Inhibitory effects of luteolin‑4'‑O‑β‑D‑glucopyranoside on P2Y12 and thromboxane A2 receptor‑mediated amplification of platelet activation in vitro.

Platelet activation and subsequent accumulation at sites of vascular injury are central to thrombus formation, which is considered to be a trigger of several cardiovascular diseases. Callicarpa nudiflora (C. nudiflora) Hook is a traditional Chinese medicinal herb for promoting blood circulation by removing blood stasis. In our previous study, several compounds extracted from this herb, including luteolin‑4'‑O‑β‑D‑glucopyranoside (LGP), were revealed to exert inhibitory effects on adenosine diphosphate (ADP)‑induced platelet aggregation.

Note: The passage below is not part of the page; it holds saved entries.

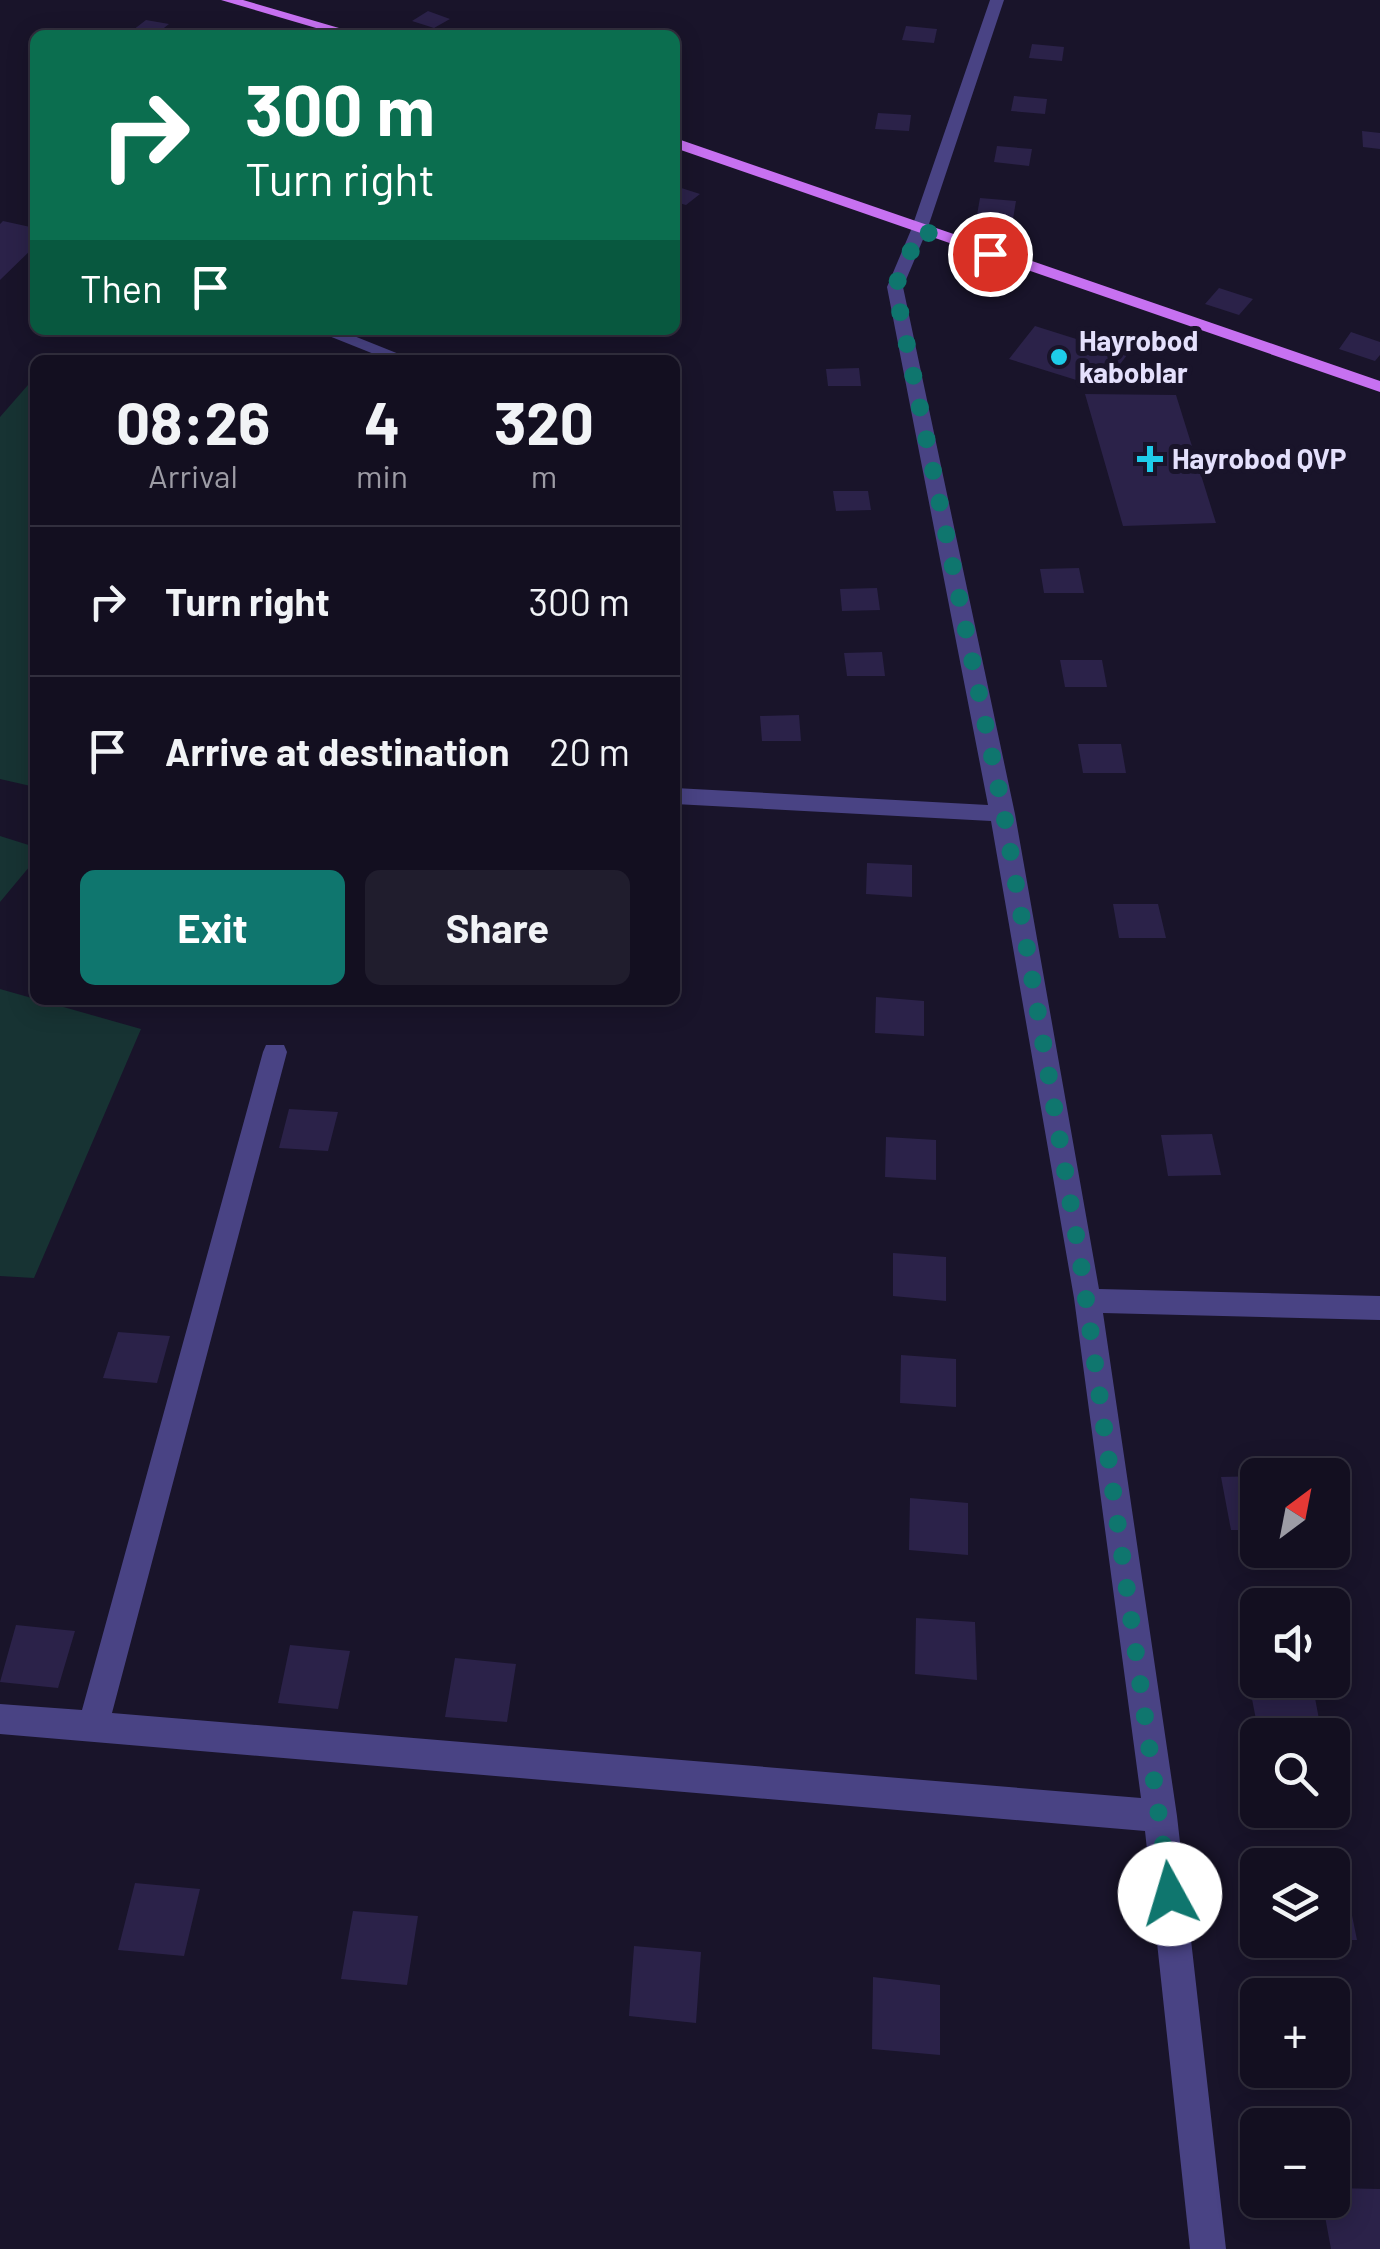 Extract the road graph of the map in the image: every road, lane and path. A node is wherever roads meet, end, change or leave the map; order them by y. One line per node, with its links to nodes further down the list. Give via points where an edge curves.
1 (228, 0): 3 (main road)
2 (997, 0): 5 (street)
3 (338, 30)
4 (680, 145): 5 (main road)
5 (920, 230): 8 (main road); 10 (street, via 895,287)
6 (337, 335): 7 (street)
7 (391, 355)
8 (1380, 387)
9 (680, 796): 10 (street)
10 (1004, 814): 12 (street)
11 (275, 1052): 15 (street)
12 (1088, 1301): 13 (street); 16 (street)
13 (1380, 1308)
14 (0, 1719): 15 (street)
15 (92, 1729): 16 (street)
16 (1161, 1816): 17 (street)
17 (1208, 2249)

The aim of present study was to confirm these antiplatelet effects and elucidate the potential mechanisms. Using a platelet‑aggregation assay, it was revealed that LGP significantly inhibited platelet aggregation induced by ADP, U46619 and arachidonic acid. It was also found that LGP exhibited marked inhibitory effects on the activation of αIIbβ3 integrin, the secretion of serotonin from granules, and the synthesis of thromboxane A2. In addition, the results showed that LGP suppressed Ras homolog family member A and phosphoinositide 3‑kinase/Akt/glycogen synthase kinase 3β signal transduction. Data from a radiolabeled ligand‑binding assay indicated that LGP exhibited apparent competing effects on thromboxane receptor (TP) and P2Y12 receptors. In conclusion, the data presented here demonstrated that LGP, a natural compound from C. nudiflora Hook, inhibited the development of platelet aggregation and amplification of platelet activation. These inhibitory effects may be associated with its dual‑receptor inhibition on P2Y12 and TP receptors.